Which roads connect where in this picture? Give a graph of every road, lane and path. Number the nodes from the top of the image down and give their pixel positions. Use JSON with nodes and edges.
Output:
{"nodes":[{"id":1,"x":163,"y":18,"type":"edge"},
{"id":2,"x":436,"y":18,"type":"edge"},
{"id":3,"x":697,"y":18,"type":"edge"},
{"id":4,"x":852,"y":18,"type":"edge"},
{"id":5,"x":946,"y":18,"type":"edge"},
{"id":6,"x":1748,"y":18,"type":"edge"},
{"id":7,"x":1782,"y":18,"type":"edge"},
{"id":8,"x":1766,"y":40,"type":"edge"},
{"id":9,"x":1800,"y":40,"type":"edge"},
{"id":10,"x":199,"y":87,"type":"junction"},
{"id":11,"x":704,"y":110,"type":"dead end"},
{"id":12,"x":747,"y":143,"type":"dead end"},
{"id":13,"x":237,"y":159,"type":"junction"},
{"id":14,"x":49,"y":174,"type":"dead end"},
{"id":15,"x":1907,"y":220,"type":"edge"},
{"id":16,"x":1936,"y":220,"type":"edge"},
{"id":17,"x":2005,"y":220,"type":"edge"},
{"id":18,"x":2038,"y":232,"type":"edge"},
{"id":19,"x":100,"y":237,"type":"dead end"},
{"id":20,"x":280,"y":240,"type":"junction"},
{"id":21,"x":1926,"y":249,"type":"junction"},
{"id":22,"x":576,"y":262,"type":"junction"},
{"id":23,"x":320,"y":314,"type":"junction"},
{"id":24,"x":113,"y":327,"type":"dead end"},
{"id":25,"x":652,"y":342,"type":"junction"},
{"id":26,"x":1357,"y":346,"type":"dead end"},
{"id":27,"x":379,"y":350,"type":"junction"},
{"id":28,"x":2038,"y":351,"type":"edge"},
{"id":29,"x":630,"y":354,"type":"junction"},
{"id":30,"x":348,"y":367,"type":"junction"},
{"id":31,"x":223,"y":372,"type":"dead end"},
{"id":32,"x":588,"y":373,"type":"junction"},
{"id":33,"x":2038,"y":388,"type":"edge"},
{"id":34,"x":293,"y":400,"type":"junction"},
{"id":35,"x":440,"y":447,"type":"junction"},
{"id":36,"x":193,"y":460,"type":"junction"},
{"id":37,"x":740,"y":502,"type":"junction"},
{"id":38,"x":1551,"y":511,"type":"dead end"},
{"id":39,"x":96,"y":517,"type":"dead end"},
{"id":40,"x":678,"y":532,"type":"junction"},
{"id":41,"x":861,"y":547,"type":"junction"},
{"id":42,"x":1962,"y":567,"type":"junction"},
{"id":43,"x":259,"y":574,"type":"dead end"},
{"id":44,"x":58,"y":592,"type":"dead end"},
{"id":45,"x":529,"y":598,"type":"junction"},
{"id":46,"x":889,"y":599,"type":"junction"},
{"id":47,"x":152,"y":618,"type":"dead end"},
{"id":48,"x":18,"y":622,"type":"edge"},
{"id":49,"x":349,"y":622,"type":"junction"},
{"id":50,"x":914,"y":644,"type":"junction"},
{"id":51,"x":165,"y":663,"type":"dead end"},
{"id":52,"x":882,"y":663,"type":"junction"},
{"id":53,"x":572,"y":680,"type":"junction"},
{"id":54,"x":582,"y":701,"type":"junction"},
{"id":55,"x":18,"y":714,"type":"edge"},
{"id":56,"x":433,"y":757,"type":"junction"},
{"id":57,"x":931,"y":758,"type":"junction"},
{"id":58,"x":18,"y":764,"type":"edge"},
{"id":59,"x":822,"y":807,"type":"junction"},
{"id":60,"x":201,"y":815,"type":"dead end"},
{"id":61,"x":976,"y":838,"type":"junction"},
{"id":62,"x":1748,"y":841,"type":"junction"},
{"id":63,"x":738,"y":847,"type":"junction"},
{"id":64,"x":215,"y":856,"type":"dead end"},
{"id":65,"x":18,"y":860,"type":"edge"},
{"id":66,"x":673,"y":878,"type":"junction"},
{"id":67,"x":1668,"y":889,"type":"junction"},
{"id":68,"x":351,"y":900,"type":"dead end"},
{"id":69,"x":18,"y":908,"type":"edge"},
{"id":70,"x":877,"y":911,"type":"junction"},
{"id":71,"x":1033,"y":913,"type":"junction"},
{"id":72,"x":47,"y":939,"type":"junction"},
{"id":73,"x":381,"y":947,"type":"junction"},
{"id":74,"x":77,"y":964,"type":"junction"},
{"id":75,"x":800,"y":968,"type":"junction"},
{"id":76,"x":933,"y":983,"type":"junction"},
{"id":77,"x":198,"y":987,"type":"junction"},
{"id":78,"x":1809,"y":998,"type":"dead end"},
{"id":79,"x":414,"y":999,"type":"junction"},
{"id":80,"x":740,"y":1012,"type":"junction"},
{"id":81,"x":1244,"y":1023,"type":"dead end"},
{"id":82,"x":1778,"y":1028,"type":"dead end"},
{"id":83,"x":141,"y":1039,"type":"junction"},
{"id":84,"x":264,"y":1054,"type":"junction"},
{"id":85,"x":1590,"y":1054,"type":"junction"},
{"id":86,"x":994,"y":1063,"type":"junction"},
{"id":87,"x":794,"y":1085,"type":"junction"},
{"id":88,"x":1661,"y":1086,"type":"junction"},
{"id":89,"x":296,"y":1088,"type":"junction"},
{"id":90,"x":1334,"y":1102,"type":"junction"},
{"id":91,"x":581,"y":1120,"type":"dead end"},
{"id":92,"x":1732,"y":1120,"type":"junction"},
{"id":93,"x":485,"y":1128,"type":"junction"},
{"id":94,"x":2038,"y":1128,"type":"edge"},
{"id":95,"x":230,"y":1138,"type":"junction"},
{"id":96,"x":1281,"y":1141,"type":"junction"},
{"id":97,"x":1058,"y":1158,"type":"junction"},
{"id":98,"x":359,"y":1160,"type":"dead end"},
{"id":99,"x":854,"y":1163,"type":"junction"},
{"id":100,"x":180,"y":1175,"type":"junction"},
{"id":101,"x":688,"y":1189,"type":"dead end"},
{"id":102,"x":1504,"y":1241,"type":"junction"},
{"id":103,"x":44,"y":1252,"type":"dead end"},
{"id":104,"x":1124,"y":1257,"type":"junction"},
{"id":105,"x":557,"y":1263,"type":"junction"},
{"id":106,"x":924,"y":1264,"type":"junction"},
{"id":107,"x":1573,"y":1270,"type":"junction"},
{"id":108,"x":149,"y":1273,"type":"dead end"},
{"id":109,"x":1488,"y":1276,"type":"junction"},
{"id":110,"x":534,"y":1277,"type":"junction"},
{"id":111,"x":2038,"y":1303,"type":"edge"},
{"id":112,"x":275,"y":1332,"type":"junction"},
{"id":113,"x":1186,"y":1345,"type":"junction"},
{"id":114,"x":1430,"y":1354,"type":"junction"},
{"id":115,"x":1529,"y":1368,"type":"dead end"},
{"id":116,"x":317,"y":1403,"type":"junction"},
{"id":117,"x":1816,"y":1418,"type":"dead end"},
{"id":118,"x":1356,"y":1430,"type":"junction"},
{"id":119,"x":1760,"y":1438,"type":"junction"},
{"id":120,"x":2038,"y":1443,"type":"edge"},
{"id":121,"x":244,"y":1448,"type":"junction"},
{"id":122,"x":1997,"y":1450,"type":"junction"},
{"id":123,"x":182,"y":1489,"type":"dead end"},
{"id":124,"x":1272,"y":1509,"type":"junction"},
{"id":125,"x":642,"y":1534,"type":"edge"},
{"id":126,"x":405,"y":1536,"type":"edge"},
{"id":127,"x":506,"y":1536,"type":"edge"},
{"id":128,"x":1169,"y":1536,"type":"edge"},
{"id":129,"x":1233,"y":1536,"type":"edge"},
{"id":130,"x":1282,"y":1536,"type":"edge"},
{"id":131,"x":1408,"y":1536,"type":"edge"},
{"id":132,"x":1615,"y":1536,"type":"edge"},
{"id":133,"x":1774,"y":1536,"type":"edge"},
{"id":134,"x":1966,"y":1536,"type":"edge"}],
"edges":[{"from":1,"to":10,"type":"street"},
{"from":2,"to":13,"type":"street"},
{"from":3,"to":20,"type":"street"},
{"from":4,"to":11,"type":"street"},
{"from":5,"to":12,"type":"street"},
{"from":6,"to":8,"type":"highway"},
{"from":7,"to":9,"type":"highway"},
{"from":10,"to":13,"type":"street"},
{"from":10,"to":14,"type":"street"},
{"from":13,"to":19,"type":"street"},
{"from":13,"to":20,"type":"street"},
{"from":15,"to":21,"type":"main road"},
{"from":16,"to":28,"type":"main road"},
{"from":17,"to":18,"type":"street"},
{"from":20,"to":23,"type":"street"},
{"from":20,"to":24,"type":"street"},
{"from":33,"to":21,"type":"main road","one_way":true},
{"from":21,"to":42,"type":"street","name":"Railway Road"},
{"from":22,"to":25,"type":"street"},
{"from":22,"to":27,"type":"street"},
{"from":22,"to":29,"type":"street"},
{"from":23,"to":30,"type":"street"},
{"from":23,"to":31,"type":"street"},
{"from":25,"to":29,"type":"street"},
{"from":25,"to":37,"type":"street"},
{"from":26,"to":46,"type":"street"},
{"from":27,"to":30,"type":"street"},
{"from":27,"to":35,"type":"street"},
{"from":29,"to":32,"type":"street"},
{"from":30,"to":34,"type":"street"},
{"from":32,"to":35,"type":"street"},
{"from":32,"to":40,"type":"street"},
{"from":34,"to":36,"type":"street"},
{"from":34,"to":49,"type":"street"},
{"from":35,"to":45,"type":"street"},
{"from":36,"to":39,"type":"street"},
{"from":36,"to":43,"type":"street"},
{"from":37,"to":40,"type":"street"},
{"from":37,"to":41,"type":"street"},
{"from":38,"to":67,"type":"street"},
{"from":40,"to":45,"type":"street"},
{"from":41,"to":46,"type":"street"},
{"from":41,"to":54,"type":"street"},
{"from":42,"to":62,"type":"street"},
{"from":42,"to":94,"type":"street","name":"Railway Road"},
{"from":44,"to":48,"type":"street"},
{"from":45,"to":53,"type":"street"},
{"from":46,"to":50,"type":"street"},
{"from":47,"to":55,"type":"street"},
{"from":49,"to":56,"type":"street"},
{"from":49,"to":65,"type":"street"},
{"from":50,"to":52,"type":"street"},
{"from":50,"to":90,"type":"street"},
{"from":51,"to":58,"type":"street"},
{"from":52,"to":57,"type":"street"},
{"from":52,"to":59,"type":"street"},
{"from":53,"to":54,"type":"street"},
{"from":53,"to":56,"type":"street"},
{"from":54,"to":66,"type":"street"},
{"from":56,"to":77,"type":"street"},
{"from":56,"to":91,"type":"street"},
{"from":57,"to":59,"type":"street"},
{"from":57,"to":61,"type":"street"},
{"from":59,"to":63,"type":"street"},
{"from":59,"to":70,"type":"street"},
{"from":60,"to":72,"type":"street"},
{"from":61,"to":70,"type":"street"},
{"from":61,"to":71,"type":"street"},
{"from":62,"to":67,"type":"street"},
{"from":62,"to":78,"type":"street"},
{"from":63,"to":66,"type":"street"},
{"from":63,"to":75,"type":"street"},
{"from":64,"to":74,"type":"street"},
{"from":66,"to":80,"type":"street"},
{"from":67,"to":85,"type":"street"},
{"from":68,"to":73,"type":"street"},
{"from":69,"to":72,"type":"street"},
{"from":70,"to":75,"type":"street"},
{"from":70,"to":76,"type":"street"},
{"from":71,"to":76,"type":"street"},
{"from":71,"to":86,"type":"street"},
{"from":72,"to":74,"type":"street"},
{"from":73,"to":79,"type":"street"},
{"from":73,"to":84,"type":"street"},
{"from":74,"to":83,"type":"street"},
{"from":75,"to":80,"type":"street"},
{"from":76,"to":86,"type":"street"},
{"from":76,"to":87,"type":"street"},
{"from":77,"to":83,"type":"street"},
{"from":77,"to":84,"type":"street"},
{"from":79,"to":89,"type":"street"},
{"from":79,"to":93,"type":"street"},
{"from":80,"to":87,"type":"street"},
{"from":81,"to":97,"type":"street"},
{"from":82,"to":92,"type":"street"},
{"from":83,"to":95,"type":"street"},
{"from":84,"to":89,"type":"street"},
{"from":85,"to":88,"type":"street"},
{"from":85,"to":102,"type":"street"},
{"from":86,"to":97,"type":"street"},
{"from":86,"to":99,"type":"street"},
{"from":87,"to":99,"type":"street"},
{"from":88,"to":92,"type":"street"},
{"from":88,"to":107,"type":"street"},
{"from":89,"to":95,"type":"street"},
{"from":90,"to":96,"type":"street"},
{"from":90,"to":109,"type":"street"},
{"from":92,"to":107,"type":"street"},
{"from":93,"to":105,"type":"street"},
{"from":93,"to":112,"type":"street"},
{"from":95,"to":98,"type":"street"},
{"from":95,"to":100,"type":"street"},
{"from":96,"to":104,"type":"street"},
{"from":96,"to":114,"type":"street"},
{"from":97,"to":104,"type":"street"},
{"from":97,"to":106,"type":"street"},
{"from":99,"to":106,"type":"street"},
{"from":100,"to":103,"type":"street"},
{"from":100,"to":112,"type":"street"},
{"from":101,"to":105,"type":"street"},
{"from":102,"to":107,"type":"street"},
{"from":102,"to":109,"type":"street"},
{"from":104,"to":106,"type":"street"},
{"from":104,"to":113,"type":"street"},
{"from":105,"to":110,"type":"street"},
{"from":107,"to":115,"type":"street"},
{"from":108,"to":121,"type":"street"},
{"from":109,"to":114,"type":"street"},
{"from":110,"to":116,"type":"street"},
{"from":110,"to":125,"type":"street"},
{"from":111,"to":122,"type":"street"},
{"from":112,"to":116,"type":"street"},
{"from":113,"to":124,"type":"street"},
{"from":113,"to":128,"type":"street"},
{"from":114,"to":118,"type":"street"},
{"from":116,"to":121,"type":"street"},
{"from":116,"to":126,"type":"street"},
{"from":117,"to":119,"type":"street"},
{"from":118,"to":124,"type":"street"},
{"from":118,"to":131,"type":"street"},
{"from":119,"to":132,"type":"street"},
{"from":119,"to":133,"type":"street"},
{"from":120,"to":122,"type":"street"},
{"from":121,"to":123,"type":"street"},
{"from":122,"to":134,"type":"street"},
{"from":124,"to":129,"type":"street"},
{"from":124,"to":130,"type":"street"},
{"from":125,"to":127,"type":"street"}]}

■ ■ ■ ■

**TASK DIRECTIONS**:
Find the string "Railway" in the records, then copy each line where it occurs.

**EXERCISE ANSWER**:
{"from":21,"to":42,"type":"street","name":"Railway Road"},
{"from":42,"to":94,"type":"street","name":"Railway Road"},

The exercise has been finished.